> EXERCISE OBJECTIVE:
Would you please write out every record exactly?

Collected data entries
§ §

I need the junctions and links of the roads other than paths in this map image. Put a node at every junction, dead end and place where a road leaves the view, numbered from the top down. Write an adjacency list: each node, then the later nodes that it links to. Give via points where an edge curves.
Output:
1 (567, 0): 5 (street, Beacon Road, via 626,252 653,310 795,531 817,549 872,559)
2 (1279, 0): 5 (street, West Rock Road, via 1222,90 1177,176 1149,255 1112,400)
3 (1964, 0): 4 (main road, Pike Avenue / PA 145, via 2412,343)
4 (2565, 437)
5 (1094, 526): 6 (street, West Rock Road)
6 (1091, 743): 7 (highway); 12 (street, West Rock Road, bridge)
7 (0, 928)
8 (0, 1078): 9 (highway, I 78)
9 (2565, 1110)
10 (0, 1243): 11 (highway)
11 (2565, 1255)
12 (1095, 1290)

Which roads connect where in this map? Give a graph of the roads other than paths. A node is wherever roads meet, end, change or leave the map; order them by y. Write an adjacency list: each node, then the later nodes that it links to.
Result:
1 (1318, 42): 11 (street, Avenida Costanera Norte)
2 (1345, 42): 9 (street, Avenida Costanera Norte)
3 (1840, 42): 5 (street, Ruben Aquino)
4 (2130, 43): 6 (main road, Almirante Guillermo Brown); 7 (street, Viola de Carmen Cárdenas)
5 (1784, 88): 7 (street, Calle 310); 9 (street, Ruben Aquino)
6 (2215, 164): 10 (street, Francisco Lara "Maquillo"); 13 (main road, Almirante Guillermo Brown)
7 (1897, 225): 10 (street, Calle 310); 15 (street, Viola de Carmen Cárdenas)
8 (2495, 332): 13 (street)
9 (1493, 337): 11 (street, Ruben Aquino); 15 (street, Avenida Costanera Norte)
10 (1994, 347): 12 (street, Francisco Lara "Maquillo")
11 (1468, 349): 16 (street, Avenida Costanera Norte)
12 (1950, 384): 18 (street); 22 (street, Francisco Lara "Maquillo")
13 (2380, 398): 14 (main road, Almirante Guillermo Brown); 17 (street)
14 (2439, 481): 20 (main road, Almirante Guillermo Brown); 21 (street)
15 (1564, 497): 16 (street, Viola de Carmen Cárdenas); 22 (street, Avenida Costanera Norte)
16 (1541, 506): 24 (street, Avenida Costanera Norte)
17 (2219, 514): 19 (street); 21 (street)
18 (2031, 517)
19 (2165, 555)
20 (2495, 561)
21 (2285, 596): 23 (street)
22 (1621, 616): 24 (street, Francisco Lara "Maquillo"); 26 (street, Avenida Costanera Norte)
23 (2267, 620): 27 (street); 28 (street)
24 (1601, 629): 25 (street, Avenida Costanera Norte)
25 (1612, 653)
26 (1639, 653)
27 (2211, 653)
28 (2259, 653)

§ §

> SOLVED PROBLEM:
I need the junctions and links of the roads other than paths in this map image. Put a node at every junction, dead end and place where a road leaves the view, numbered from the top down. Write an adjacency list: each node, then the later nodes that it links to. Give via points where an edge curves.
Output:
1 (567, 0): 5 (street, Beacon Road, via 626,252 653,310 795,531 817,549 872,559)
2 (1279, 0): 5 (street, West Rock Road, via 1222,90 1177,176 1149,255 1112,400)
3 (1964, 0): 4 (main road, Pike Avenue / PA 145, via 2412,343)
4 (2565, 437)
5 (1094, 526): 6 (street, West Rock Road)
6 (1091, 743): 7 (highway); 12 (street, West Rock Road, bridge)
7 (0, 928)
8 (0, 1078): 9 (highway, I 78)
9 (2565, 1110)
10 (0, 1243): 11 (highway)
11 (2565, 1255)
12 (1095, 1290)

Which roads connect where in this map? Give a graph of the roads other than paths. A node is wherever roads meet, end, change or leave the map; order them by y. Write an adjacency list: each node, then the later nodes that it links to.
Result:
1 (1318, 42): 11 (street, Avenida Costanera Norte)
2 (1345, 42): 9 (street, Avenida Costanera Norte)
3 (1840, 42): 5 (street, Ruben Aquino)
4 (2130, 43): 6 (main road, Almirante Guillermo Brown); 7 (street, Viola de Carmen Cárdenas)
5 (1784, 88): 7 (street, Calle 310); 9 (street, Ruben Aquino)
6 (2215, 164): 10 (street, Francisco Lara "Maquillo"); 13 (main road, Almirante Guillermo Brown)
7 (1897, 225): 10 (street, Calle 310); 15 (street, Viola de Carmen Cárdenas)
8 (2495, 332): 13 (street)
9 (1493, 337): 11 (street, Ruben Aquino); 15 (street, Avenida Costanera Norte)
10 (1994, 347): 12 (street, Francisco Lara "Maquillo")
11 (1468, 349): 16 (street, Avenida Costanera Norte)
12 (1950, 384): 18 (street); 22 (street, Francisco Lara "Maquillo")
13 (2380, 398): 14 (main road, Almirante Guillermo Brown); 17 (street)
14 (2439, 481): 20 (main road, Almirante Guillermo Brown); 21 (street)
15 (1564, 497): 16 (street, Viola de Carmen Cárdenas); 22 (street, Avenida Costanera Norte)
16 (1541, 506): 24 (street, Avenida Costanera Norte)
17 (2219, 514): 19 (street); 21 (street)
18 (2031, 517)
19 (2165, 555)
20 (2495, 561)
21 (2285, 596): 23 (street)
22 (1621, 616): 24 (street, Francisco Lara "Maquillo"); 26 (street, Avenida Costanera Norte)
23 (2267, 620): 27 (street); 28 (street)
24 (1601, 629): 25 (street, Avenida Costanera Norte)
25 (1612, 653)
26 (1639, 653)
27 (2211, 653)
28 (2259, 653)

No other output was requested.